Countries
around the world are making it easier to choose the time and manner of your
death. But doctors in the world’s euthanasia capital are starting to worry
about the consequences
By Christopher de Bellaigue
Guardian Long Read January 18th 2018
OPINION by Bill Noble
This thoughtful and well-written piece by a journalist describes some of the unforeseen consequences for our Dutch colleagues after 20 years of decriminalised and legal euthanasia. He identifies the new ethical questions that open up when the one over providing euthanasia for people with a terminal illness becomes part of healthcare.
In one example of his insight, following the harrowing accounts of euthanasia in people with dementia, de Bellaigue examines the difficulty with advance directives in circumstances when an individual’s cognition, understanding and personality changes with a disease: “Many doctors, having watched patients adapt to circumstances they had once expected to find intolerable, doubt whether anyone can accurately predict what they will want after their condition worsens.”

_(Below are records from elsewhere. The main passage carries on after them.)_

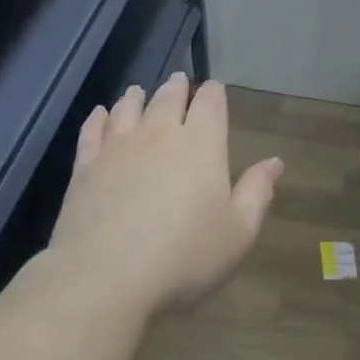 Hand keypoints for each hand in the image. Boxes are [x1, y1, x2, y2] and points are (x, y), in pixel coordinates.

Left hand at [50, 74, 282, 315]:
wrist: (106, 277)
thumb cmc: (185, 257)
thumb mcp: (238, 233)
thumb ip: (256, 193)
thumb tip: (274, 162)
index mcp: (202, 145)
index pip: (210, 104)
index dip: (213, 93)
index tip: (214, 89)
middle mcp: (159, 134)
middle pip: (168, 98)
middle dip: (177, 88)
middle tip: (179, 81)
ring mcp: (118, 147)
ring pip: (128, 108)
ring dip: (137, 97)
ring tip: (139, 91)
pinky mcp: (85, 166)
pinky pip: (93, 131)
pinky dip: (98, 118)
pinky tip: (100, 114) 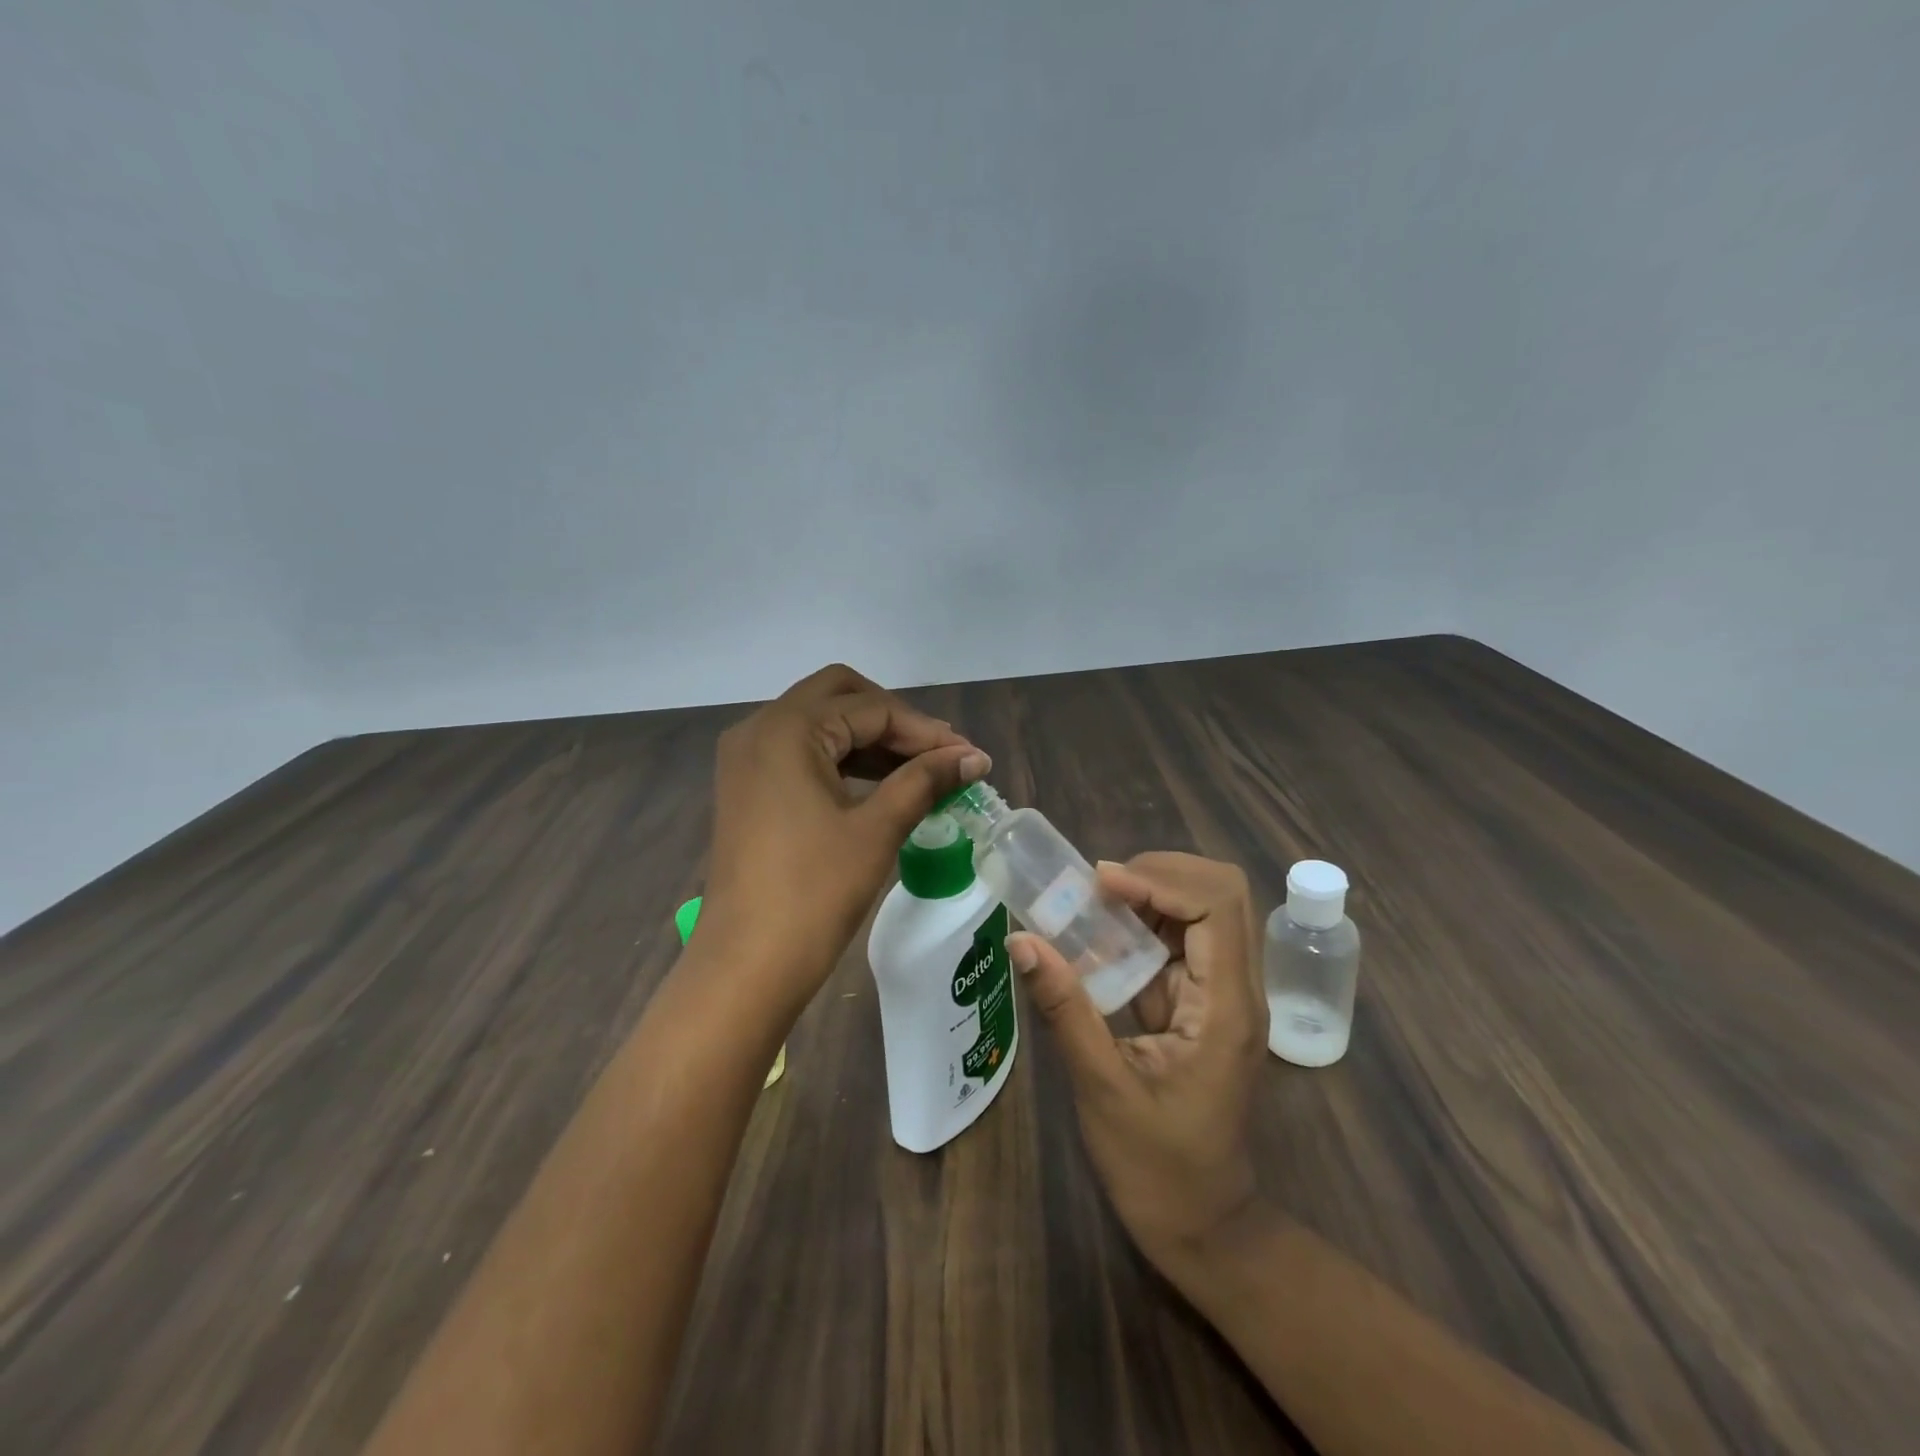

His final section looks forward to the possibility of an age-limited process of state-assisted suicide, without the involvement of doctors: “Two years ago the Netherlands’ health and justice ministers issued a joint proposal for a “completed life” pill that would give anyone over 70 years of age the right to receive a lethal poison, cutting the doctor out of the equation completely…………… doctors and end-of-life specialists I spoke to expect legislation to introduce such a completed-life bill to come before parliament in due course. Assuming it could be properly safeguarded (a big assumption), the completed-life pill would not necessarily displease many doctors I spoke to; it would allow them to get back to saving lives.”